Twin sisters Amanda and Madelaine led separate lives ever since birth. Now, after the tragic death of their father, the two sisters reunite and try to amend a lifetime of separation. After a fight, Madelaine hides in the library, just to find herself face with a world of possibilities and danger. It is up to Amanda to bring her sister back. However, Madelaine is not sure she wants to come back.
The clock seemed to count down the minutes for the dreadful moment, or that was Amanda Martin thought of it in that particular moment. She leaned against the wall of her mother's studio, her arms crossed and her lips pressed tightly together. Her brown eyes were cast down upon the ground and her hair cascaded past her shoulder in ripples of amber color. She drummed her fingers against her arm and just waited, it was all she could do.
"Mandy, please promise me you're going to be considerate with your sister," her mother, Elisa Perkins begged tiredly. She was sitting behind her grand mahogany writing desk, the dim desk lamp partly illuminated her wearied face. Her face was framed with golden curls and her deep chocolate color eyes had red veins in the white areas. Her forehead now rested upon her hand propped up by the elbow, and sighed. "Your sister has gone through a lot, she just lost her father..."
"He was my father as well!" Amanda exploded indignantly, anger seeped to her mind at the thought of her sister and her dead father.

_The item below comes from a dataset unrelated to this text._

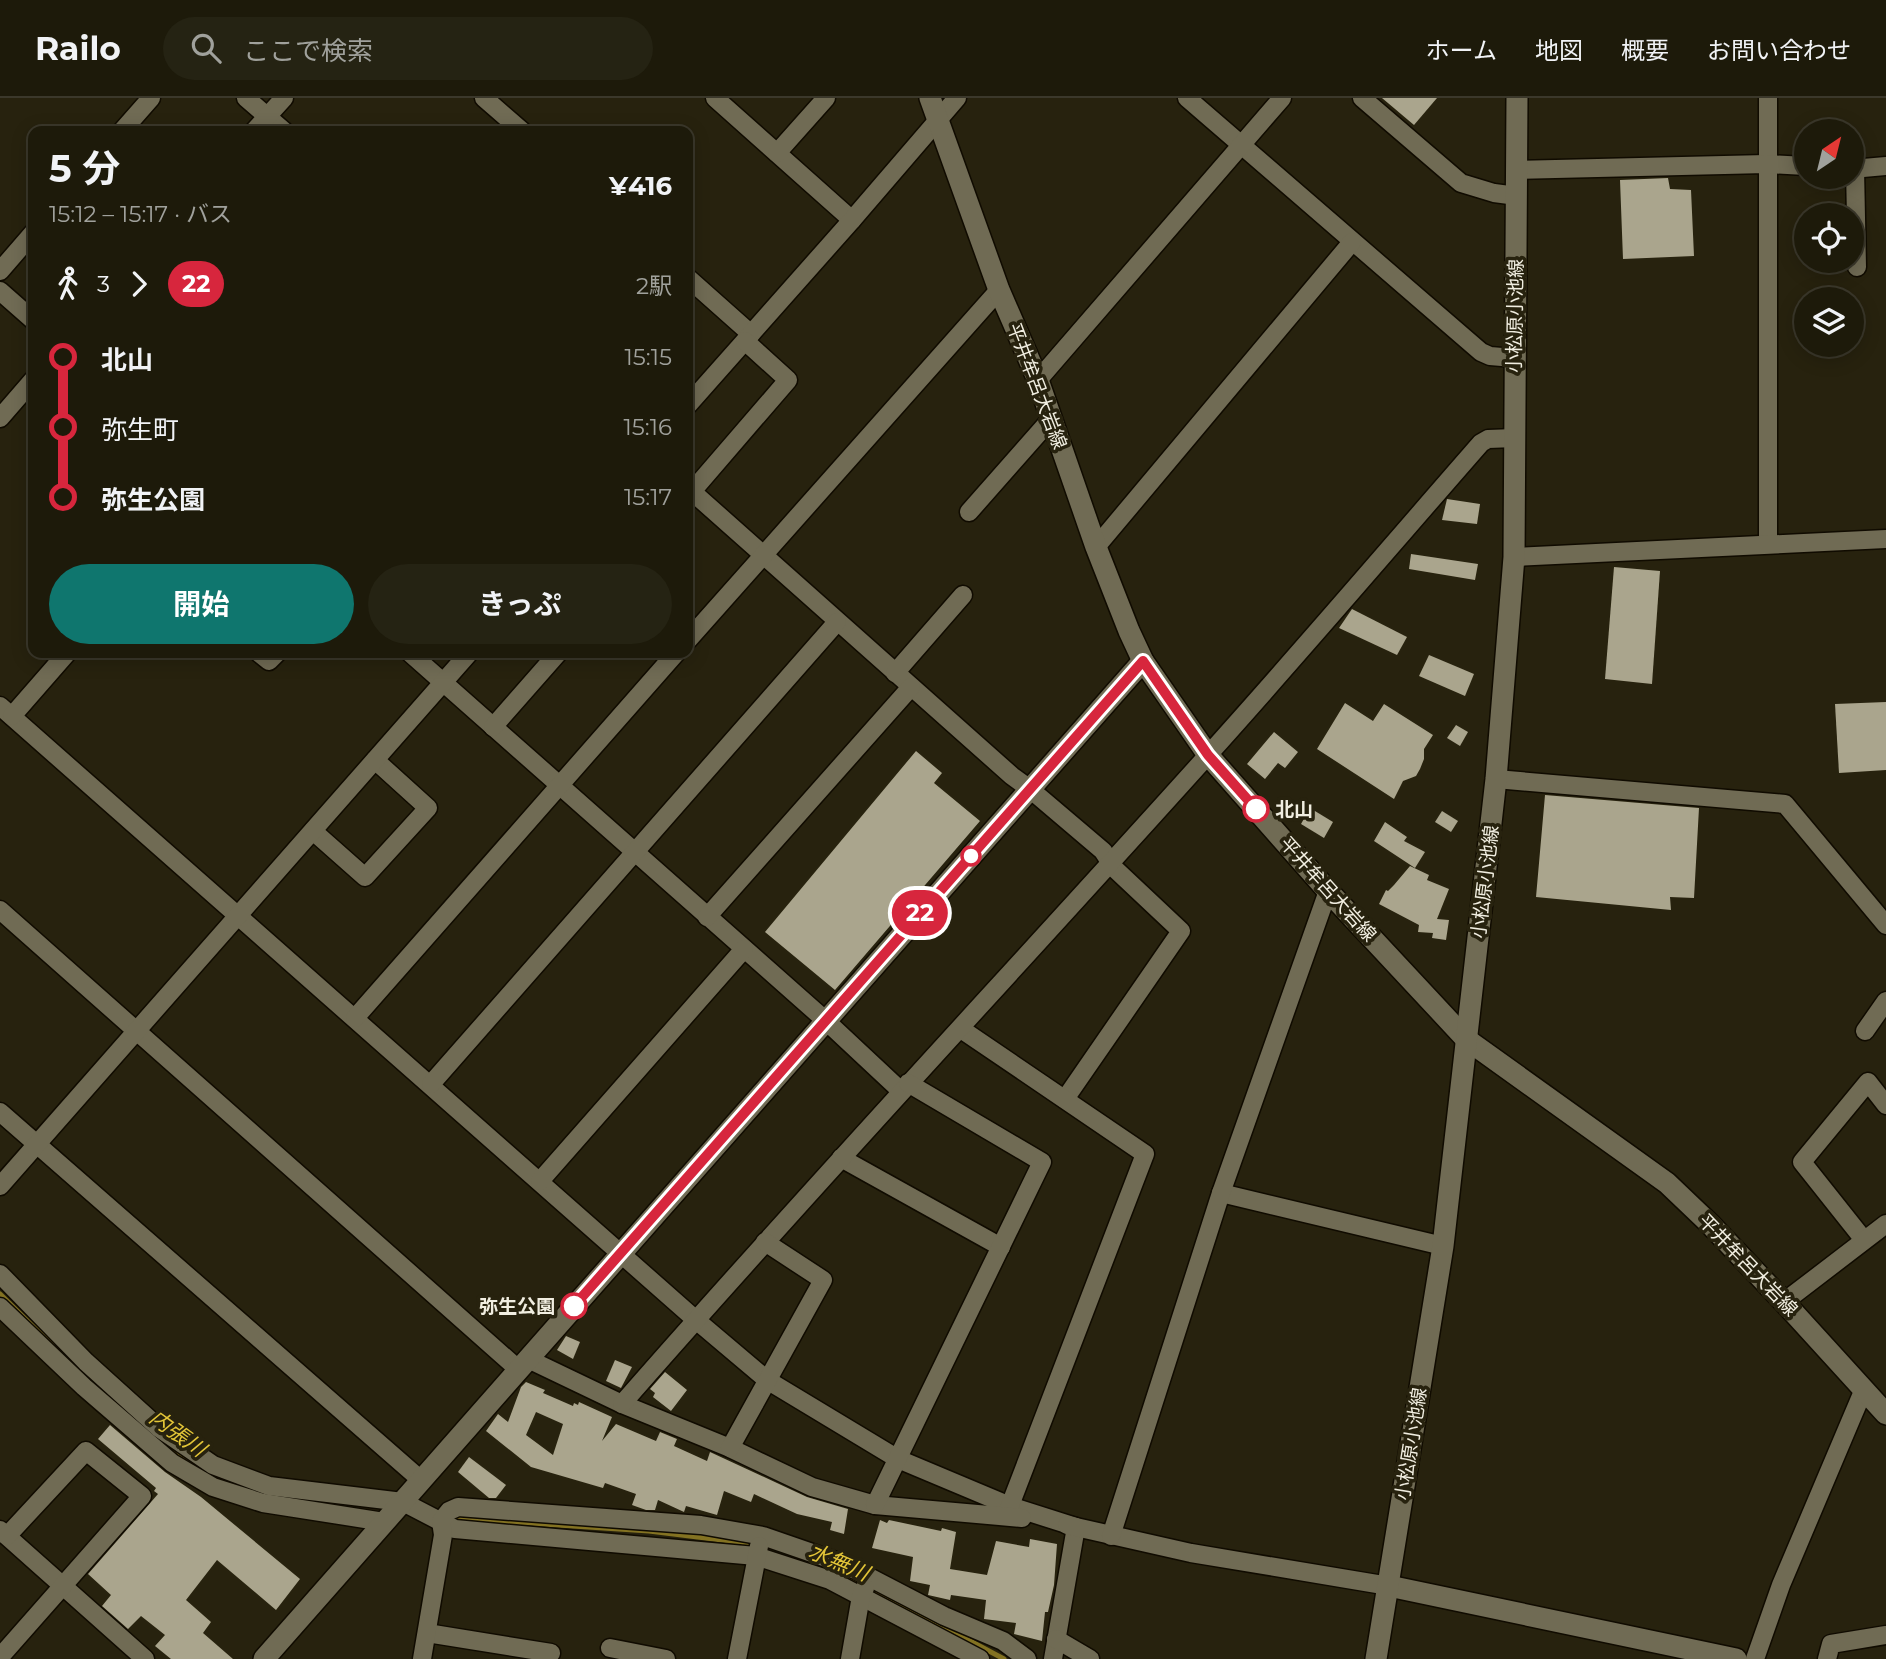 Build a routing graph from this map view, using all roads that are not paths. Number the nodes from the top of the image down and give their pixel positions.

She was no longer leaning against the wall, she was now standing upright with her fingers balled into a tight fist. "He was your husband, don't you feel anything at all for his passing away?"
"Of course I do," Elisa said in the same composed manner, "and I am very sad he is gone, he was such an unusual light to the world. I know he was your father as well, and I regret you only spent such little time with him, we're to blame for that though. But, your sister lived with him and the blow has to be much more stronger in her..."

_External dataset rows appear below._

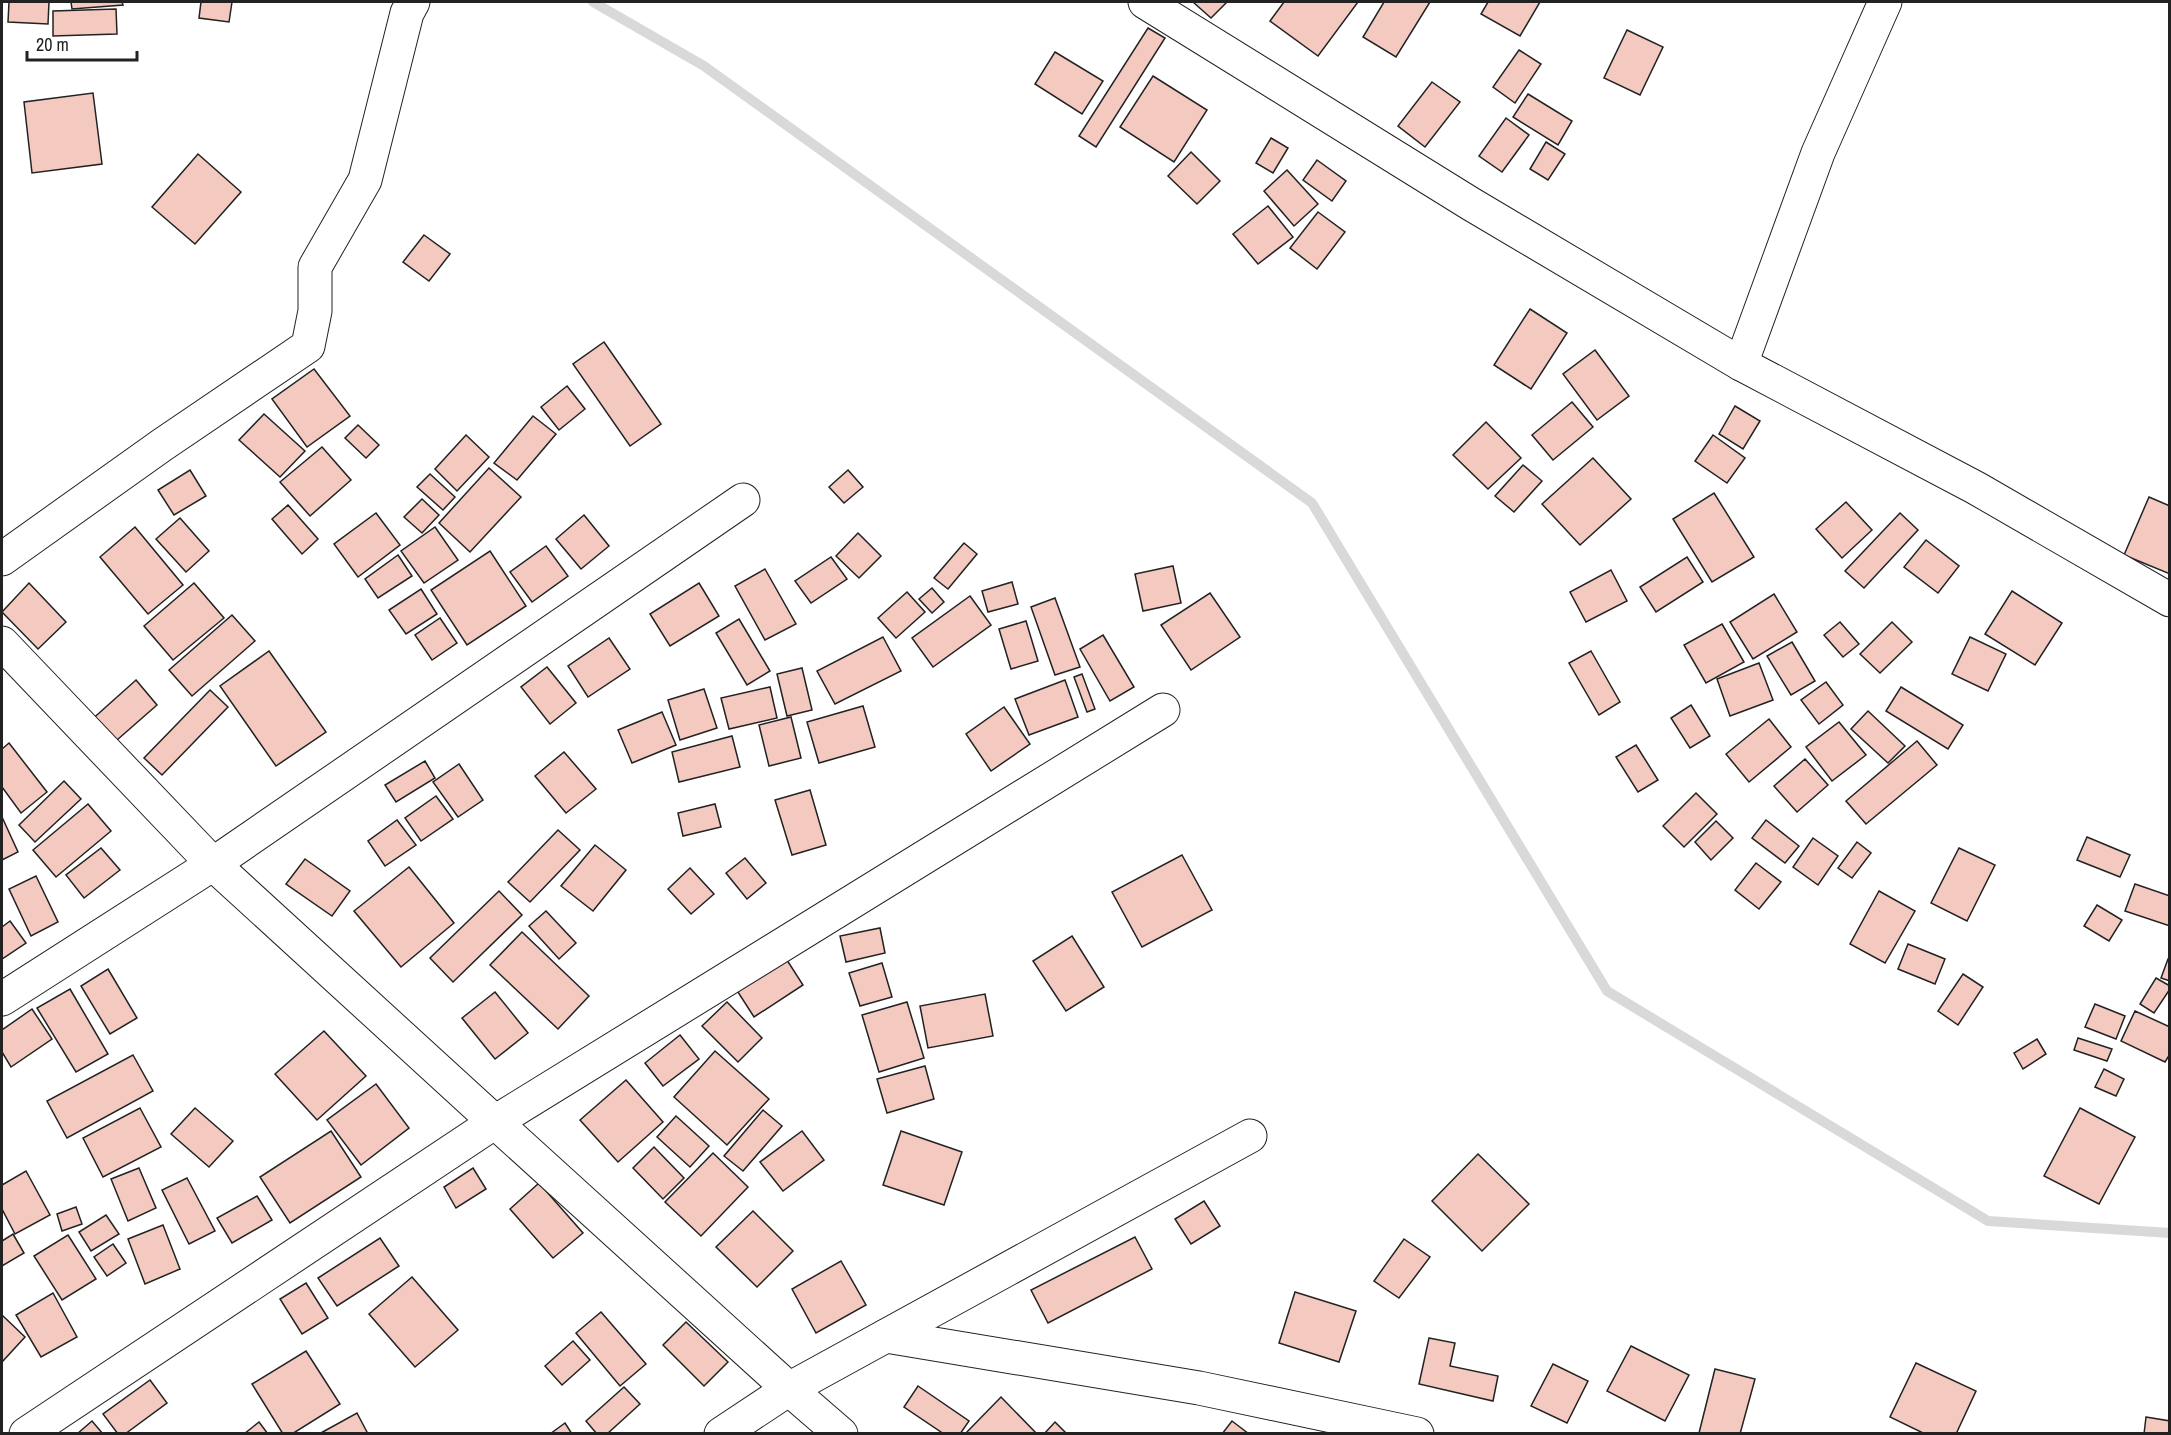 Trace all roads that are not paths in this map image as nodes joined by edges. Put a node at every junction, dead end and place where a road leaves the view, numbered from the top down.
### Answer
1 (413, 2) edge
2 (1145, 2) edge
3 (1885, 2) edge
4 (1740, 364) junction
5 (743, 500) dead end
6 (2, 559) edge
7 (2169, 600) edge
8 (2, 643) edge
9 (1163, 711) dead end
10 (213, 864) junction
11 (2, 999) edge
12 (495, 1122) junction
13 (1250, 1136) dead end
14 (886, 1336) junction
15 (789, 1389) junction
16 (26, 1434) edge
17 (721, 1434) edge
18 (841, 1434) edge
19 (1417, 1434) edge

1 - 6 street
2 - 4 street
3 - 4 street
4 - 7 street
5 - 10 street
8 - 10 street
9 - 12 street
10 - 11 street
10 - 12 street
12 - 15 street
12 - 16 street
13 - 14 street
14 - 15 street
14 - 19 street
15 - 17 street
15 - 18 street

"Mom, you're doing no better job at bearing the loss than I am," Amanda said, the back side of her throat hurt like hell as she tried to suppress all the sobs erupting from her chest. "Why does she has to come here anyway? She was perfectly fine living in England, she still has her grandparents..."
"Because her place is with her mother," Elisa said resolutely, trying as hard as she could to believe her own words. Elisa Perkins had married Richard Martin eighteen years ago, and after two years they produced two beautiful twin daughters. They lived a fairytale life for almost a year when work began interfering with their relationship, they no longer felt the spark of love. Thus, they decided to separate and each of them took a daughter to take care of. Richard took Madelaine back to England and raised her there with his parents, whilst Elisa raised Amanda in the United States. Amanda couldn't help but let the waves of bitterness and anger washed over her, she thought the whole deal of the separation was unfair. Madelaine, a sister whom she barely saw, except for brief summer visits, would now be a part of her life and share the same roof after so many years of separation. It was unfair that she got to spend part of her life with a father and a mother, she bitterly thought. She knew her thoughts and feelings were wrong, but they weren't out of place.
Amanda bit her lip and went back to her leaning position, she closed her eyes and allowed a tear to trickle down her cheek, a tear for her father who lay down deep in the ground somewhere in England.
The sound of a car pulling in the driveway startled them. Elisa glanced at the clock and saw it was already past nine o'clock, it was time to receive her daughter. She had gone through a lot of court procedures in order to gain custody of Madelaine after her ex-husband passed away. But finally she had managed to win her back from her grandparents. She stood with shaky legs and brushed the wrinkles off her expensive, high couture dress. "It is time, Amanda," she said and strode uneasily out of the room and down the stairs leading to the living room.